Karena itu, upaya merawat semangat nasionalisme berdimensi politik kewargaan tersebut hanya akan langgeng ketika berjejak dalam pengutamaan terkelolanya harapan warga atas pemerintahan yang bersih dan demokratik. Praktik bernegara yang kredibel dan segenap warga menyaksikan bahwa para pengelola negaranya melibatkan mereka untuk bersama membersihkan negara dari anasir-anasir korup dan berusaha memuliakan kehidupan sosial warganya.
Permasalahan Bersama Menjelang Pemilu
Pudarnya sikap toleran, saling menghormati dan menyayangi di tengah masyarakat majemuk, serta adanya sebagian masyarakat yang mulai terpesona dengan ideologi transnasional, harus menjadi keprihatinan bersama.
Semua pihak, tanpa kecuali, harus segera menyalakan alarm kebangkitan ideologi radikalisme konservatif yang mengancam eksistensi NKRI. Apalagi telah begitu nyata menyeret sebagian masyarakat pada pusaran intoleransi, trust-claim, prejudice, suka menarasikan kebencian, menyebar hoaks, dan perilaku ekstrem.

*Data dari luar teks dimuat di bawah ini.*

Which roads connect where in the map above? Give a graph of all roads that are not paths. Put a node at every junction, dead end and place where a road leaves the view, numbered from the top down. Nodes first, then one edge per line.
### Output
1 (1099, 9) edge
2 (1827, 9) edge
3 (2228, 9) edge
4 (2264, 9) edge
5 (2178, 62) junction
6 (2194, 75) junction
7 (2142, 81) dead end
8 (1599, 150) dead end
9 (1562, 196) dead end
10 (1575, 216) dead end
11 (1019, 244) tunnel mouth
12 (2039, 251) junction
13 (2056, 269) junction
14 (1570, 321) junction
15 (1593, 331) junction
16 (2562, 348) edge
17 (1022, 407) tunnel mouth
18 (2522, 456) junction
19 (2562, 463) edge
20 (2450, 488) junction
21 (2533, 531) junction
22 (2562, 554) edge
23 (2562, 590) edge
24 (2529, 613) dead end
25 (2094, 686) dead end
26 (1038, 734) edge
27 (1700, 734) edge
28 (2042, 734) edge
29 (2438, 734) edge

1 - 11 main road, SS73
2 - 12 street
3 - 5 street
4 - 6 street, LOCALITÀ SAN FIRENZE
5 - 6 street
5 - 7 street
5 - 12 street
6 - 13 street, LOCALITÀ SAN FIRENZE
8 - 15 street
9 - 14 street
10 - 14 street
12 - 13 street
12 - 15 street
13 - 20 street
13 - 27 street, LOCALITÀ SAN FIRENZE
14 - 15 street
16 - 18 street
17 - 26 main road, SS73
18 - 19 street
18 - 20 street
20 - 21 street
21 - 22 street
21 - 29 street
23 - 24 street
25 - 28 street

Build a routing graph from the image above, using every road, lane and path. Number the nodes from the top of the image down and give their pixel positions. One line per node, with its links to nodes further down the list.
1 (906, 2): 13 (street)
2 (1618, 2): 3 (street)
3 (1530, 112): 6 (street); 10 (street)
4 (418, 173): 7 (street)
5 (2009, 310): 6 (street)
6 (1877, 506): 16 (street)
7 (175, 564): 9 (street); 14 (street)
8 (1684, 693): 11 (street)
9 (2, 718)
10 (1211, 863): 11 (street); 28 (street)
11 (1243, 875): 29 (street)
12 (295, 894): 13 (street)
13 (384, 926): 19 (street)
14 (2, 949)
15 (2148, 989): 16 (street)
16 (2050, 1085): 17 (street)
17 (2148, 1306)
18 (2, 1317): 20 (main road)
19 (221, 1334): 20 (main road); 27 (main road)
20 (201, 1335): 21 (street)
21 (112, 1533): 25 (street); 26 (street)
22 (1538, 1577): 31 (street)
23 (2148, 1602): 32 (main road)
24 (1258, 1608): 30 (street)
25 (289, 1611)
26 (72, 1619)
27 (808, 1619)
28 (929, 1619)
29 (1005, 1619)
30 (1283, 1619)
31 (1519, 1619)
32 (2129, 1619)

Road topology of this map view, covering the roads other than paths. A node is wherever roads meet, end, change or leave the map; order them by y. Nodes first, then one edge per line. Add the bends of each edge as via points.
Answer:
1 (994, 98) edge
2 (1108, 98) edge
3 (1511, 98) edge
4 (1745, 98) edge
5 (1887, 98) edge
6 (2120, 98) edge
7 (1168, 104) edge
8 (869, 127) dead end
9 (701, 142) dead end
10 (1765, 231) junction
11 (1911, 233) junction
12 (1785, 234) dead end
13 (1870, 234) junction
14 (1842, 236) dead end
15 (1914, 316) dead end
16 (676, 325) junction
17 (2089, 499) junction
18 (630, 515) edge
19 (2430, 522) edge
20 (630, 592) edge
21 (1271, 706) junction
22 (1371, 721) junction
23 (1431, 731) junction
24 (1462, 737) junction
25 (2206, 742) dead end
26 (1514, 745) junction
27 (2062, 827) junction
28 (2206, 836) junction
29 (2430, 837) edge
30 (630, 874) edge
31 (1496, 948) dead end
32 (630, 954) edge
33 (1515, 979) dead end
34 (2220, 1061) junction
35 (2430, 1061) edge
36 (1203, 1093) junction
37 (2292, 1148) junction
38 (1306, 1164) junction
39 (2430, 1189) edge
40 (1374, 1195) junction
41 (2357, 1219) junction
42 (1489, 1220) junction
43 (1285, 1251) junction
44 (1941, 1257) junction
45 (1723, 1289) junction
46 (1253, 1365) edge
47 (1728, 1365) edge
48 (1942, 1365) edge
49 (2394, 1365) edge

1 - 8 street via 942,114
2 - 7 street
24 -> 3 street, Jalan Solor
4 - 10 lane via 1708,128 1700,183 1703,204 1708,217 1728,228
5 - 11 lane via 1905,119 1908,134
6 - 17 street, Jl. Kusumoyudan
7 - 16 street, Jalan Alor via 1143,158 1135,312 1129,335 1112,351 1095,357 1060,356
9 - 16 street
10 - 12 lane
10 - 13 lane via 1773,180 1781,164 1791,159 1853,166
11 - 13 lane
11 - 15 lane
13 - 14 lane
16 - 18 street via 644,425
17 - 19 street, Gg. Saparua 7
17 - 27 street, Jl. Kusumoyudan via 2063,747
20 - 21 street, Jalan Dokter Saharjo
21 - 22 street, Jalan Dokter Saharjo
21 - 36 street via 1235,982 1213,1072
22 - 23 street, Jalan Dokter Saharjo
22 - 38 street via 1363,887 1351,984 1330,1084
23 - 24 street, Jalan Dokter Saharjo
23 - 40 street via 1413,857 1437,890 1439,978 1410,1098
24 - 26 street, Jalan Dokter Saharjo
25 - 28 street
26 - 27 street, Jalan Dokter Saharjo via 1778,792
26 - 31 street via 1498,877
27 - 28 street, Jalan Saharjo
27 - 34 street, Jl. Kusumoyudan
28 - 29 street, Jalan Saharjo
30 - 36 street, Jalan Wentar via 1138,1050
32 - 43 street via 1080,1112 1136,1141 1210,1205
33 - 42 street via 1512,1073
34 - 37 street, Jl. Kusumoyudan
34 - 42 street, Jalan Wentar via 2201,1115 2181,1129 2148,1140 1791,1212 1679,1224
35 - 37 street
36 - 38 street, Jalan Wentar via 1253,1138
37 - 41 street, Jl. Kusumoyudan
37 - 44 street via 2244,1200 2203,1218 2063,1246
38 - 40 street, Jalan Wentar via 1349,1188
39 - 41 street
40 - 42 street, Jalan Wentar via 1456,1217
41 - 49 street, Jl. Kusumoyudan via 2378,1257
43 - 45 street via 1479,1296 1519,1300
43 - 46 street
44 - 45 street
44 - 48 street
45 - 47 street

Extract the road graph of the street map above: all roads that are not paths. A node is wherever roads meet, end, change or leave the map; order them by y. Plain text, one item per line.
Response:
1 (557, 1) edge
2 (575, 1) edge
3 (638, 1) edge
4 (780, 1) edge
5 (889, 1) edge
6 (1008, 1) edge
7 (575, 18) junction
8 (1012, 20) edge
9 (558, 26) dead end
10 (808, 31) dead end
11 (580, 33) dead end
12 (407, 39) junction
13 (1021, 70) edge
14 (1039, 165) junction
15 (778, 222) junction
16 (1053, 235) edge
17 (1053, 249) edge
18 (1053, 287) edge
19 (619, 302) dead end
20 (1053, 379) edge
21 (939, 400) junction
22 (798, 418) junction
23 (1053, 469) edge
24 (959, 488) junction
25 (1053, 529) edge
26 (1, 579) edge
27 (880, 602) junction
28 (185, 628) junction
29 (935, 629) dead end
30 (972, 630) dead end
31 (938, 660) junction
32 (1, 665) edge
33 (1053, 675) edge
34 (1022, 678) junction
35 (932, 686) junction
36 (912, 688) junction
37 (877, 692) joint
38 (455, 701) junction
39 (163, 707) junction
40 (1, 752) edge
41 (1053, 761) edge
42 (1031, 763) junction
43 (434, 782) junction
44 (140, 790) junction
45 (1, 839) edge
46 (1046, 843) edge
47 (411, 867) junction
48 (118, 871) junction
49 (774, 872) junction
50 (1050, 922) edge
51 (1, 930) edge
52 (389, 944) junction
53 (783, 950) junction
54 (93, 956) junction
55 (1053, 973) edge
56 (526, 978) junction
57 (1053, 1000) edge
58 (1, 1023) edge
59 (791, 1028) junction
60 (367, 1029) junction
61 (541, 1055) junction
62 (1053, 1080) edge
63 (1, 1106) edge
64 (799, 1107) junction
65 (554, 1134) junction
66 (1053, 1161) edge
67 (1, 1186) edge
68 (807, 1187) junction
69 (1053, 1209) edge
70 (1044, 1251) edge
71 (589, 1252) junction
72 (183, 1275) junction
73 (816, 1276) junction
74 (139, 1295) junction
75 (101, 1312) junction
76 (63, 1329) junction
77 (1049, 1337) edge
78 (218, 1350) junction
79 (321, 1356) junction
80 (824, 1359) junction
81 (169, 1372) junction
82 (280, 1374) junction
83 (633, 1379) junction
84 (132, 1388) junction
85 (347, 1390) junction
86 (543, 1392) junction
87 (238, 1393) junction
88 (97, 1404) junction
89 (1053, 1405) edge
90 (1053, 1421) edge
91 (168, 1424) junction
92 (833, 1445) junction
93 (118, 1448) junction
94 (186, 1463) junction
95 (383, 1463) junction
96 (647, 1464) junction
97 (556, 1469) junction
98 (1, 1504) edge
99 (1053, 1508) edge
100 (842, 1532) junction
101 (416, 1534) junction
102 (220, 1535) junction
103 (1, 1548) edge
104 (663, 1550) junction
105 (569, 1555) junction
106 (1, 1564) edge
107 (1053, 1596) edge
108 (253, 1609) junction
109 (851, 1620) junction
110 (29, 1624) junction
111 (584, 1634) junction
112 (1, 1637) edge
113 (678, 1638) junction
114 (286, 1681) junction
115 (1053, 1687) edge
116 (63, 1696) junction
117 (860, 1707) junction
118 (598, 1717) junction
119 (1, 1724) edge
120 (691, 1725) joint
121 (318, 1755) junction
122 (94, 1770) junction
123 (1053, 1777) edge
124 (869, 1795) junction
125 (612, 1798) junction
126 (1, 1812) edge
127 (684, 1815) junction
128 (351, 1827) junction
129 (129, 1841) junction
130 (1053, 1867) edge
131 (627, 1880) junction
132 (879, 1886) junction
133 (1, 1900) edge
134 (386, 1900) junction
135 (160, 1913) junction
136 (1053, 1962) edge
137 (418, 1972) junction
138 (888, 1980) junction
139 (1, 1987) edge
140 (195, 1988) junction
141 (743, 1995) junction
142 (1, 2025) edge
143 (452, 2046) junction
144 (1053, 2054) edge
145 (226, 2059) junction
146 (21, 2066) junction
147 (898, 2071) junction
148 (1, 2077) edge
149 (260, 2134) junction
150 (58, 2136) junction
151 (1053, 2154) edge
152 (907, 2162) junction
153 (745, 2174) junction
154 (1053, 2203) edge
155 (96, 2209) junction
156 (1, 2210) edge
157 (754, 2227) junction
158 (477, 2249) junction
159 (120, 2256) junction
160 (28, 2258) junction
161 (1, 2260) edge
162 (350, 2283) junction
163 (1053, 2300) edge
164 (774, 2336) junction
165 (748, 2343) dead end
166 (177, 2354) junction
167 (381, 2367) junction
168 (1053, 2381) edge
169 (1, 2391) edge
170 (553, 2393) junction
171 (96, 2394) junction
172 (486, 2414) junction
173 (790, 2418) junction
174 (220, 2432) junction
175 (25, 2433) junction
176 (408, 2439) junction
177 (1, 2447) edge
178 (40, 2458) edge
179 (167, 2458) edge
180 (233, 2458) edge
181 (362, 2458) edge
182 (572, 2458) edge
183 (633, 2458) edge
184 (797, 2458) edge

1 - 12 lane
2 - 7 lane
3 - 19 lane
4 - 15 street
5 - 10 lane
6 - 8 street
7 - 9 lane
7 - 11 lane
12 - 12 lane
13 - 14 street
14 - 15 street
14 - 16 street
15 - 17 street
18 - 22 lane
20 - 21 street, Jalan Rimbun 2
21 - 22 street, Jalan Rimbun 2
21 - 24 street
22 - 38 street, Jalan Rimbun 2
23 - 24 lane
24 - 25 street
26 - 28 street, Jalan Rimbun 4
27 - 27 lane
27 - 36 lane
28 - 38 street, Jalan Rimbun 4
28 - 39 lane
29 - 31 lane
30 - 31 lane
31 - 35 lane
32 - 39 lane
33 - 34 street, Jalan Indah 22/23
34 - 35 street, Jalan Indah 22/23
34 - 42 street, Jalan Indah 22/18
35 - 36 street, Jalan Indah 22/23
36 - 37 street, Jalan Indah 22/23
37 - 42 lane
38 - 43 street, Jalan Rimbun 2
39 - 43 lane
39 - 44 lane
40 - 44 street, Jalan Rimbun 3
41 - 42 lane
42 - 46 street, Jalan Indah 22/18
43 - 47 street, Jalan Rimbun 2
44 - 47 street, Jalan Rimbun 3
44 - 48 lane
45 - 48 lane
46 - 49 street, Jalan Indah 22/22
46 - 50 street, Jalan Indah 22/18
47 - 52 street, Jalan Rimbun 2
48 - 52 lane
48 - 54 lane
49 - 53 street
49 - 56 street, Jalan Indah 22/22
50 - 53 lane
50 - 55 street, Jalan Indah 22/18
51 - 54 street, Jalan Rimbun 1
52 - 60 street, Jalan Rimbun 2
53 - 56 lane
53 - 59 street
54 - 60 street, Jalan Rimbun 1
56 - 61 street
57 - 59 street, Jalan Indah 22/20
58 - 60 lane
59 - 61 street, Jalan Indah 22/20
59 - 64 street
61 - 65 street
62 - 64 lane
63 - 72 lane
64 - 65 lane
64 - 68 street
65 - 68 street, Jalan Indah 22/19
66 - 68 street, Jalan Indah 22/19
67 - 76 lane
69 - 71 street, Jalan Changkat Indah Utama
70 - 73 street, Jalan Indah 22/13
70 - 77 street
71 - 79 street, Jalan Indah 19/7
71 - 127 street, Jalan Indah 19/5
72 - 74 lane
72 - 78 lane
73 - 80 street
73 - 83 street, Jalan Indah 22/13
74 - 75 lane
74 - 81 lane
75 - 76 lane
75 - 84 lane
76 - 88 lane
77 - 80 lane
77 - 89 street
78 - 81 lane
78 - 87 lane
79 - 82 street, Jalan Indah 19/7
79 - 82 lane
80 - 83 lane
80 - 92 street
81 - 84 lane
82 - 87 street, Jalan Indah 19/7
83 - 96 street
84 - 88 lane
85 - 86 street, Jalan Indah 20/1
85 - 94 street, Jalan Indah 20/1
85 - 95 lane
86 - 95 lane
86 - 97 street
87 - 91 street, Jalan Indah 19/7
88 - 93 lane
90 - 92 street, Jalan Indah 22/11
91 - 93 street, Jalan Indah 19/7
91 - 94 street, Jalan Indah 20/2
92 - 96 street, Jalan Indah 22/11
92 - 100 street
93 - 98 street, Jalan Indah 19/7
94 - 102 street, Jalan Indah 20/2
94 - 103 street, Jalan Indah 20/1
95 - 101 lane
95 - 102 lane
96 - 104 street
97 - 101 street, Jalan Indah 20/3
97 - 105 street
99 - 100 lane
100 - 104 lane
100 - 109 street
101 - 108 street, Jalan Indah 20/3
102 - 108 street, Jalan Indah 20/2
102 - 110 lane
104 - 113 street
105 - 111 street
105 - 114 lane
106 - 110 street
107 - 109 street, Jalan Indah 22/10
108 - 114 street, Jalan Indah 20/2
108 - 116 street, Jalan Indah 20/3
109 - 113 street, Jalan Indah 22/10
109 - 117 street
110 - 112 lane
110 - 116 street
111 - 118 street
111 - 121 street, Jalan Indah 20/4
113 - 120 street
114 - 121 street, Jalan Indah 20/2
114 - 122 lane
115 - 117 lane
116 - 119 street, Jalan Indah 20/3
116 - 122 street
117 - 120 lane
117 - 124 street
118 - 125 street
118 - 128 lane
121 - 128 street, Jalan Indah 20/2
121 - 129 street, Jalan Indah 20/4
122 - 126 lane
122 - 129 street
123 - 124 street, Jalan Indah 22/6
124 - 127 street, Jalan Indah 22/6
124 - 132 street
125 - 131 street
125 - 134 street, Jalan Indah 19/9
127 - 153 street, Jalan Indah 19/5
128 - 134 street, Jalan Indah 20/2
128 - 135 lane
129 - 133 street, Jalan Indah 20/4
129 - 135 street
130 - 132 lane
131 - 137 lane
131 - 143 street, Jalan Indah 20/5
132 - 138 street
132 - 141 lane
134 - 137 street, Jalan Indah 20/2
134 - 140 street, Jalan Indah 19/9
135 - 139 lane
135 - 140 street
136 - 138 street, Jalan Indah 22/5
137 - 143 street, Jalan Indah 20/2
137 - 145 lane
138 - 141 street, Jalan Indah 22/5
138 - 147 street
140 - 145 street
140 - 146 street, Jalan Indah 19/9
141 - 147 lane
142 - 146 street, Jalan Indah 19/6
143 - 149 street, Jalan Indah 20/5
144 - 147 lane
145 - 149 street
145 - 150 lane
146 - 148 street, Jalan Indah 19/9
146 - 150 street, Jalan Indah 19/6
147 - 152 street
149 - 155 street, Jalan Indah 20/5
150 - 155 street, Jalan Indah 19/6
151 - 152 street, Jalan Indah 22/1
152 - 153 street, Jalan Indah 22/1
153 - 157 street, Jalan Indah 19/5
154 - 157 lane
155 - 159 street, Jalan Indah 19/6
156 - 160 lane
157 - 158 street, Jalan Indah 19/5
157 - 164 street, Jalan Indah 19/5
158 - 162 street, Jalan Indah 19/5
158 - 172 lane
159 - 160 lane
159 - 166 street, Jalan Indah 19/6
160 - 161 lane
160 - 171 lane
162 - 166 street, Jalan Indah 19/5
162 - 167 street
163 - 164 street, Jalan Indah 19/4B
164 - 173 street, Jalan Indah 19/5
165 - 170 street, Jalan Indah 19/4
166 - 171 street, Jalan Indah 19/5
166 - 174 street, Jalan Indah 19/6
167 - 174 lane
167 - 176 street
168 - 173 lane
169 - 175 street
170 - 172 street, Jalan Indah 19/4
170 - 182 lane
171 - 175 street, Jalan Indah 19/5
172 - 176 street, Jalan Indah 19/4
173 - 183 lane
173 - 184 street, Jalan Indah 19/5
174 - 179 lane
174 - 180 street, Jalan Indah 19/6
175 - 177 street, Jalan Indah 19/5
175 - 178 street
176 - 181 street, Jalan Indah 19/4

Langkah penting yang harus segera dipikirkan untuk memperkuat imunitas nasionalisme dan menumbuhkan karakter toleran bagi masyarakat serta memompa semangat persatuan dan kesatuan NKRI adalah pendidikan. Sebab, pendidikan punya peran menentukan bagi perkembangan dan perwujudan individu. Pendidikan mempunyai korelasi tinggi dengan stratifikasi sosial. Pendidikan juga sangat strategis dalam mewujudkan pembangunan. Membentuk masyarakat berkebudayaan dan berperadaban tinggi.